▶ _What the task asks_
Report all lines of the data below that hold the word "roads".

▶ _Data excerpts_
======

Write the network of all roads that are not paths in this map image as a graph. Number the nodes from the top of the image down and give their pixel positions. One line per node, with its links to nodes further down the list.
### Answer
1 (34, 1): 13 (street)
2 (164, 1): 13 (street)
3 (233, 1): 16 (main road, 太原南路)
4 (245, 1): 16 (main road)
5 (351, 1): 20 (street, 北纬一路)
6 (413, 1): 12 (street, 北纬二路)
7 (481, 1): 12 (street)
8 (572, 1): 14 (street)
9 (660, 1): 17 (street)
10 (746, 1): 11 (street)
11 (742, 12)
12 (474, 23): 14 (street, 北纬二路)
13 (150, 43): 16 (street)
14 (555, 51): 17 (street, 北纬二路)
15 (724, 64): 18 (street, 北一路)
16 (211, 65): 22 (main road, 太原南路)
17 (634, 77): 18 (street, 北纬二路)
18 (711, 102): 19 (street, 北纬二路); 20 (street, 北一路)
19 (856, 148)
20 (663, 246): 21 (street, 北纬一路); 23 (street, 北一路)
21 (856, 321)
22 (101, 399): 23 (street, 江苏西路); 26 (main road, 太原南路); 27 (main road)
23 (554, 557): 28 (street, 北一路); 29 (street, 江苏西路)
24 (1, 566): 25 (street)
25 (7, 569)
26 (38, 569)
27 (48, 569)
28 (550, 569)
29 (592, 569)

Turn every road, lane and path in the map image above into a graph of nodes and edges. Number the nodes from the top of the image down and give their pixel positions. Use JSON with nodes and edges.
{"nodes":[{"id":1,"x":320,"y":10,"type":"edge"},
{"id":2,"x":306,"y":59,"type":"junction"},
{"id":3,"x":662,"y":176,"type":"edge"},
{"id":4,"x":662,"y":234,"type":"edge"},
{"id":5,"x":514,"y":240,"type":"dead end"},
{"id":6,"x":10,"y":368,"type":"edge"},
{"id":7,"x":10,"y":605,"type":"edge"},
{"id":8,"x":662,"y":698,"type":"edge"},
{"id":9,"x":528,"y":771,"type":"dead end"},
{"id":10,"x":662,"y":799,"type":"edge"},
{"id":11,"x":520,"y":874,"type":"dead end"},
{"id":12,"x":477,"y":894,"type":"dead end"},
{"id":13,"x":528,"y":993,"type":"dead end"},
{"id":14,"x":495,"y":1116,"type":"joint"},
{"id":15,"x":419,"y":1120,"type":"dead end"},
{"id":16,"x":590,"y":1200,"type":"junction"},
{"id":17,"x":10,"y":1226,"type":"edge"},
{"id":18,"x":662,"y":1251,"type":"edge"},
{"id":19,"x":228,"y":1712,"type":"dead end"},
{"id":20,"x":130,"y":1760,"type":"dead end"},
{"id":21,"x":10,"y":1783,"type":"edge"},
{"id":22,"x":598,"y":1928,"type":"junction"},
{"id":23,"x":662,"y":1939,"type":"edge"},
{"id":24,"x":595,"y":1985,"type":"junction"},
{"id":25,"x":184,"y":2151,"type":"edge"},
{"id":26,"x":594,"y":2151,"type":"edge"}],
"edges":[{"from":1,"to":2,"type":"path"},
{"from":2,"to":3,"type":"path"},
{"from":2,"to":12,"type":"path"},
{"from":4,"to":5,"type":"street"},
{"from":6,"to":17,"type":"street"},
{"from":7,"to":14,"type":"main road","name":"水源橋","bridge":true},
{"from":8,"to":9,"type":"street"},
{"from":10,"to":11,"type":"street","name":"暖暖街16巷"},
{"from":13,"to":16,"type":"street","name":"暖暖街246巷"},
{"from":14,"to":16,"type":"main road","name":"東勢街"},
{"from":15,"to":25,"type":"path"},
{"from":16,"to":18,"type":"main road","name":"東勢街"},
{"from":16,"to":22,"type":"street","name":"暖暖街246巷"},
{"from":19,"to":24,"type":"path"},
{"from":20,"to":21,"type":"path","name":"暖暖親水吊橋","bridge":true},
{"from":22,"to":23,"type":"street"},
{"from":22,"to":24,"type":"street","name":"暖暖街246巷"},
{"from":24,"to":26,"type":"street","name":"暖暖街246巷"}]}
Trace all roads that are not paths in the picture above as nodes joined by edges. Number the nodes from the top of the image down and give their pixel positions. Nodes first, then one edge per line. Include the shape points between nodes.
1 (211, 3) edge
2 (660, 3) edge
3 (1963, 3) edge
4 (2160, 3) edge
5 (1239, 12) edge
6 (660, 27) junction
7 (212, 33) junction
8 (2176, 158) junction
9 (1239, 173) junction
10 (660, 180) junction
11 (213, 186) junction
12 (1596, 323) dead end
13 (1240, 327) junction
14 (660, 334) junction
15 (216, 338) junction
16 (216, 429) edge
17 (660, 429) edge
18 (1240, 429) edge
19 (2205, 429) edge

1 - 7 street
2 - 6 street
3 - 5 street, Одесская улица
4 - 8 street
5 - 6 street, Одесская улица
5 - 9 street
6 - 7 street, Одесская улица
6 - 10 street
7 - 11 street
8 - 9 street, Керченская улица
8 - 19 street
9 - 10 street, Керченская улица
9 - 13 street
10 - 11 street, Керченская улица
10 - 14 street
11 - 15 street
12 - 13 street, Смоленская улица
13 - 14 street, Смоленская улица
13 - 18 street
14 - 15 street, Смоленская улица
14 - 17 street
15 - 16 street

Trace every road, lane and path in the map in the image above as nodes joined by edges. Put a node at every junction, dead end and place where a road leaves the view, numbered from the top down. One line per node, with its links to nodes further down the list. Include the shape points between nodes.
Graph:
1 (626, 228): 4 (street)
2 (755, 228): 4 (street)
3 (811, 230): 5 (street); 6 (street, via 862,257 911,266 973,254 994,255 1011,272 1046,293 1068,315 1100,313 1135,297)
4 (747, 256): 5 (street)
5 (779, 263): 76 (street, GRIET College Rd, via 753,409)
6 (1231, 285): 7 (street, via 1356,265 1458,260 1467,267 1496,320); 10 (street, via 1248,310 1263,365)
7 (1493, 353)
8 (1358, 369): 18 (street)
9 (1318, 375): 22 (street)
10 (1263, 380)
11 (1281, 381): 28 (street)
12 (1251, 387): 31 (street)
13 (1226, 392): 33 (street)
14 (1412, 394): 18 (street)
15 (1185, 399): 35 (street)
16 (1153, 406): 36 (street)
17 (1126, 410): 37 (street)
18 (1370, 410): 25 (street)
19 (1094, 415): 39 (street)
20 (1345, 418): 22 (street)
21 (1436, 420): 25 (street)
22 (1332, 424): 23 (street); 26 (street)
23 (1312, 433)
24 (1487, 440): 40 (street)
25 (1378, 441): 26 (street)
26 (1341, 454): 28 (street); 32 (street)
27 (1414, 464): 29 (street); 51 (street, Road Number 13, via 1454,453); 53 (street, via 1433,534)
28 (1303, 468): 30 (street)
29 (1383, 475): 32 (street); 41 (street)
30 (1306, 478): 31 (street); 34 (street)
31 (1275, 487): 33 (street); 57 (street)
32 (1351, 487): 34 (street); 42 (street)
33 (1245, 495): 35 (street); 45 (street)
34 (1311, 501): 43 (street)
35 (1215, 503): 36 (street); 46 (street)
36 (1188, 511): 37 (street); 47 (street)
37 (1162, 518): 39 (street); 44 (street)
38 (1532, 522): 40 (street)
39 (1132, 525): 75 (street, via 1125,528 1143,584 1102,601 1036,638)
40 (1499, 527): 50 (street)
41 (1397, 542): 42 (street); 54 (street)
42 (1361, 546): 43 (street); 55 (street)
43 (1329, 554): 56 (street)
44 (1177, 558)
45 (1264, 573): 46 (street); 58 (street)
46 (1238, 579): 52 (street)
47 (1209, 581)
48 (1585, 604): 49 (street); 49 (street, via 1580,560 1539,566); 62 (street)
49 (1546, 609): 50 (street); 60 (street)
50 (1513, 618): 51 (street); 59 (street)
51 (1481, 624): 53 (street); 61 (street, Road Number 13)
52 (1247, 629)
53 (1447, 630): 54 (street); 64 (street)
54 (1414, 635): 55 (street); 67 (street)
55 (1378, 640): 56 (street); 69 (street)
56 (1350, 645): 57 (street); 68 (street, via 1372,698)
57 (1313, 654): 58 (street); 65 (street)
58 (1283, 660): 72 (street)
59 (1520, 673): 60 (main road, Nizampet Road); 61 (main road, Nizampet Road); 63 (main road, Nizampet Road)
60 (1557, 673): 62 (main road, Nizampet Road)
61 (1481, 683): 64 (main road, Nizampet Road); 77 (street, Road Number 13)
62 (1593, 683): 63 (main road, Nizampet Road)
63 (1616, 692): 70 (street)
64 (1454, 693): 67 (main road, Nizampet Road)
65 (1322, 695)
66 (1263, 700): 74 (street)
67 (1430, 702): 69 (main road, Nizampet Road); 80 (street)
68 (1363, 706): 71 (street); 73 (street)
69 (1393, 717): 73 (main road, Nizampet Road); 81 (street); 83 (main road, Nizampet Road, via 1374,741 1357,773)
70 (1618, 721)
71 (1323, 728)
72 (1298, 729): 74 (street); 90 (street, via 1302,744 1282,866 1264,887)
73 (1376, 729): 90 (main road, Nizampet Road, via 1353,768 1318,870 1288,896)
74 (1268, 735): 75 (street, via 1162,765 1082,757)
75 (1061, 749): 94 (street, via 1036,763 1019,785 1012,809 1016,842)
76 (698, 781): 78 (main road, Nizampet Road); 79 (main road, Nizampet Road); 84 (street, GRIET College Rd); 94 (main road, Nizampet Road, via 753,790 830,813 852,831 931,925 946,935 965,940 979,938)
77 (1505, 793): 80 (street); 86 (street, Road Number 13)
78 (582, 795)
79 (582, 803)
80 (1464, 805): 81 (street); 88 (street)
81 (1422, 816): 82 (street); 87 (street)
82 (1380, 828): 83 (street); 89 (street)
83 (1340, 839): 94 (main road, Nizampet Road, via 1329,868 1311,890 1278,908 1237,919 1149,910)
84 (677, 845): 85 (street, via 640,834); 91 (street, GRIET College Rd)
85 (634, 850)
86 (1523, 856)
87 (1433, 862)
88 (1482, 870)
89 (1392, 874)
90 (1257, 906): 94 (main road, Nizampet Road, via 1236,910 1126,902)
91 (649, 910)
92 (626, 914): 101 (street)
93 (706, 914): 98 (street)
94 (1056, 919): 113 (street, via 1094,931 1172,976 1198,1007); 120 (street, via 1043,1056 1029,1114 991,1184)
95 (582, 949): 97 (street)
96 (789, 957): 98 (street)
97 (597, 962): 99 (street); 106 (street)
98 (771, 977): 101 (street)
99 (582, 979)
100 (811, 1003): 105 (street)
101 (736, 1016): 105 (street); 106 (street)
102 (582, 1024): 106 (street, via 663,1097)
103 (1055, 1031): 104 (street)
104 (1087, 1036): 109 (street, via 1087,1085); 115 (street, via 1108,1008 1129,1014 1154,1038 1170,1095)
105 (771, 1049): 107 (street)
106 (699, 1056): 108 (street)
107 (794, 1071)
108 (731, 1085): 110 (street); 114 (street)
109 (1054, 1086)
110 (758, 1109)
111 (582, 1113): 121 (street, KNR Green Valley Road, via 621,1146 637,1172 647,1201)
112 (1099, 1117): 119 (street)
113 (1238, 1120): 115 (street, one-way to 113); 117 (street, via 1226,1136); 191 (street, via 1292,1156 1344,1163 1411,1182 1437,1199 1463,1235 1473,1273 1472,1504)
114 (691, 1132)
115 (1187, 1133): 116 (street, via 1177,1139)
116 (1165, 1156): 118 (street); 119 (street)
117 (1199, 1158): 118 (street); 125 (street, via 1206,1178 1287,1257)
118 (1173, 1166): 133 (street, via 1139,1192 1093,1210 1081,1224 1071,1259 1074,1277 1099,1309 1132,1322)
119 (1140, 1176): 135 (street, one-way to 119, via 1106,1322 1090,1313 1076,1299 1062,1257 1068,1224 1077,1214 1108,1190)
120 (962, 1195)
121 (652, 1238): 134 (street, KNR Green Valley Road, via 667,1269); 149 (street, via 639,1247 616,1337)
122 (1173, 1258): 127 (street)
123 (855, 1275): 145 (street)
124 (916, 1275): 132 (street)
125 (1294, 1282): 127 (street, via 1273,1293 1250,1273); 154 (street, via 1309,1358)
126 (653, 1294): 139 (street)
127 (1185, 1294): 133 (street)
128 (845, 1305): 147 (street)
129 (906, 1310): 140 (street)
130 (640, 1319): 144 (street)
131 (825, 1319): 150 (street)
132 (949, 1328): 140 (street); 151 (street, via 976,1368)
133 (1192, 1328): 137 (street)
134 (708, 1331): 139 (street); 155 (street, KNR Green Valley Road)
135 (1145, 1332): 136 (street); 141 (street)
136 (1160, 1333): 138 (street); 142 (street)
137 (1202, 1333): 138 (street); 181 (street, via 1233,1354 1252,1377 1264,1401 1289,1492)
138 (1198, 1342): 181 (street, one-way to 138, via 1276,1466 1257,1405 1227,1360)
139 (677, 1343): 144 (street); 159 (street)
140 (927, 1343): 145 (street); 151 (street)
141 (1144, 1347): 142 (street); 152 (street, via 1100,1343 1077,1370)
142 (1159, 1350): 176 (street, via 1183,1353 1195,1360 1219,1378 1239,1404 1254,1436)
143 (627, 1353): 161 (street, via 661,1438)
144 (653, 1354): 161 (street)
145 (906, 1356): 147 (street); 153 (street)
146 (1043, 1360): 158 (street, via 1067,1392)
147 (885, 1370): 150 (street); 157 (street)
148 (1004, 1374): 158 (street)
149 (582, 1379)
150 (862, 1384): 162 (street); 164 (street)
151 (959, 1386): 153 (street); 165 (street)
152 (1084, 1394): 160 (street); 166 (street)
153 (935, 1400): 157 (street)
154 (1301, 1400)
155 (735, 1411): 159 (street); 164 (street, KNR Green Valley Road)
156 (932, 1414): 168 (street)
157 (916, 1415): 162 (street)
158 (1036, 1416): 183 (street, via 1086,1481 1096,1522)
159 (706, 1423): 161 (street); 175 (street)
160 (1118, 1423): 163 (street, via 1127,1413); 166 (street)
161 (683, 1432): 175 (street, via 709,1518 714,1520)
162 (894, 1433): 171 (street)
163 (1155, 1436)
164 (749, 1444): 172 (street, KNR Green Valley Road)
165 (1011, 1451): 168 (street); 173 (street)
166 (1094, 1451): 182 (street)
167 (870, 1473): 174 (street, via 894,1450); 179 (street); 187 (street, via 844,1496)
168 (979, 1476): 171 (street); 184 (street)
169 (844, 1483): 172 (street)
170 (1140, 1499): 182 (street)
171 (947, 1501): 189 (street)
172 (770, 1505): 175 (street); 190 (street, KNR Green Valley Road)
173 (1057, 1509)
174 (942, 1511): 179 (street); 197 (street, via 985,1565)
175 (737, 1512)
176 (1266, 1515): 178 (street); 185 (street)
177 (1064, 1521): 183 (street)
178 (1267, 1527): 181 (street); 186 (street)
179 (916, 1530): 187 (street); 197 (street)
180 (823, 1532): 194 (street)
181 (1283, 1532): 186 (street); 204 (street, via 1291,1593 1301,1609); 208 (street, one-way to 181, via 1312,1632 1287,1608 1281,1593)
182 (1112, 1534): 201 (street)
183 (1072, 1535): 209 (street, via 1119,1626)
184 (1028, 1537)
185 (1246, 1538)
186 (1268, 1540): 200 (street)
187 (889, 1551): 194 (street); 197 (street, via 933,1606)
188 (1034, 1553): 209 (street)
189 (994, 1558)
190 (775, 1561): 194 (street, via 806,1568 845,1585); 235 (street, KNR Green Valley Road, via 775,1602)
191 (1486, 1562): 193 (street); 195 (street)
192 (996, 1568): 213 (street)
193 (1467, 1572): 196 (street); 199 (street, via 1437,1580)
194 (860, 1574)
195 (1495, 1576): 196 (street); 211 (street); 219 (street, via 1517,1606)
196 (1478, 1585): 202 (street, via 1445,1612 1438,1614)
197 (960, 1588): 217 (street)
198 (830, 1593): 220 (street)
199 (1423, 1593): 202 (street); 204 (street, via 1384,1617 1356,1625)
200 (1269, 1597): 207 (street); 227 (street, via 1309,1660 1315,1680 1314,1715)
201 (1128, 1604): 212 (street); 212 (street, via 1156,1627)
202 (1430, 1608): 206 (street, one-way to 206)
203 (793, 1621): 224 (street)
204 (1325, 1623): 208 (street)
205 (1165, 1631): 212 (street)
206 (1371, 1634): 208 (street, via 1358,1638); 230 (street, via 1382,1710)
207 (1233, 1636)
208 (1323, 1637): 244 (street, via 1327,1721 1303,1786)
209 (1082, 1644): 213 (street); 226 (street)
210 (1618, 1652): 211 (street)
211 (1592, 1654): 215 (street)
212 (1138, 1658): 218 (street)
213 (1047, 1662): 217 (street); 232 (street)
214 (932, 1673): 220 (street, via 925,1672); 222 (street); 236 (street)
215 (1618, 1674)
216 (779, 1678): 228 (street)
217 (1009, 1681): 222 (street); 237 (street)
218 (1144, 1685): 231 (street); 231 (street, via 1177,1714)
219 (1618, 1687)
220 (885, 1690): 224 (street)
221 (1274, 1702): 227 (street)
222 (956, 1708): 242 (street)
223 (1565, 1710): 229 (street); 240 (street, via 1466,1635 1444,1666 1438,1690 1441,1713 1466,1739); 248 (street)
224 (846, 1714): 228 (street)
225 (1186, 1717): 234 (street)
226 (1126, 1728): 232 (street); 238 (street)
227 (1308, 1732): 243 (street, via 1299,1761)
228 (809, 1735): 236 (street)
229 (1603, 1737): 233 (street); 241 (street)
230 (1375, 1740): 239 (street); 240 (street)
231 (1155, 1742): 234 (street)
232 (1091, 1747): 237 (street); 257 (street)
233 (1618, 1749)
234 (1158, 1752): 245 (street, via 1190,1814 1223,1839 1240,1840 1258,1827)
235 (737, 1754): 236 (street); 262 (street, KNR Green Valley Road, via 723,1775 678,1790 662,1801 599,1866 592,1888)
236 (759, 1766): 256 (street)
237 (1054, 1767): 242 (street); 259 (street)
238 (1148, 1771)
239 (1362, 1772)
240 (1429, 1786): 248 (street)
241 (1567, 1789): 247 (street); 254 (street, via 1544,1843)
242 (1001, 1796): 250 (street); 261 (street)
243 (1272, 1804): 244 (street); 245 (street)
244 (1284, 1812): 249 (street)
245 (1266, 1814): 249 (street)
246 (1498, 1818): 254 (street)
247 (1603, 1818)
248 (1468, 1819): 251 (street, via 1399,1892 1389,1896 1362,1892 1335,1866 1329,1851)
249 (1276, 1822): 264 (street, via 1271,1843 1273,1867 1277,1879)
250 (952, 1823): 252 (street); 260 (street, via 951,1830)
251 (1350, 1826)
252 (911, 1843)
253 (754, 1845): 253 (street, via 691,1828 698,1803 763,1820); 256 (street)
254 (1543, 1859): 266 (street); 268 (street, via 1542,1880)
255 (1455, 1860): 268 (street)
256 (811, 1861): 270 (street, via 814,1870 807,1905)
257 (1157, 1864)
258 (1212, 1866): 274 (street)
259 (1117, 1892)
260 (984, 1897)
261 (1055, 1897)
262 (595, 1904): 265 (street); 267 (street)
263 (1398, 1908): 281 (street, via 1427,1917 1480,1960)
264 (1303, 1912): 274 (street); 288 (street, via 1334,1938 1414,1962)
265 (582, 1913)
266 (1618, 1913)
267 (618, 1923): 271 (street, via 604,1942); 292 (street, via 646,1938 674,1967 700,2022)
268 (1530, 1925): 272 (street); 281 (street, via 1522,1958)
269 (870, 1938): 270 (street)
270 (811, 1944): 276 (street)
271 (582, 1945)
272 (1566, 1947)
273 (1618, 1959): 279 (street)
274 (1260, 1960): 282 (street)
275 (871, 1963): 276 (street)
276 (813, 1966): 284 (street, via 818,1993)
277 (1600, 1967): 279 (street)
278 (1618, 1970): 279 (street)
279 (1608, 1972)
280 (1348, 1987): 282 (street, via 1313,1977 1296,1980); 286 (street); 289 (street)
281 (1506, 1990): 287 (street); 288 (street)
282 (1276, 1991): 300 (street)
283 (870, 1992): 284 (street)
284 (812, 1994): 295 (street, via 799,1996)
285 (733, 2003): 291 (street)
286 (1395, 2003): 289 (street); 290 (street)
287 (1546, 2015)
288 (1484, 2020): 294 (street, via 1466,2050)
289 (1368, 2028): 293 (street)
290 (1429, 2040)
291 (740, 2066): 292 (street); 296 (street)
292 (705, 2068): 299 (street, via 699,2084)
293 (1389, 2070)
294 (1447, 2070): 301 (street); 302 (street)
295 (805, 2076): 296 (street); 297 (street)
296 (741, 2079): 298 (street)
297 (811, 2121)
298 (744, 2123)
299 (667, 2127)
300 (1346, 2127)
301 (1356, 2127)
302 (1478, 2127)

======

▶ _Answer below_
Write the network of all roads that are not paths in this map image as a graph. Number the nodes from the top of the image down and give their pixel positions. One line per node, with its links to nodes further down the list.
Trace all roads that are not paths in the picture above as nodes joined by edges. Number the nodes from the top of the image down and give their pixel positions. Nodes first, then one edge per line. Include the shape points between nodes.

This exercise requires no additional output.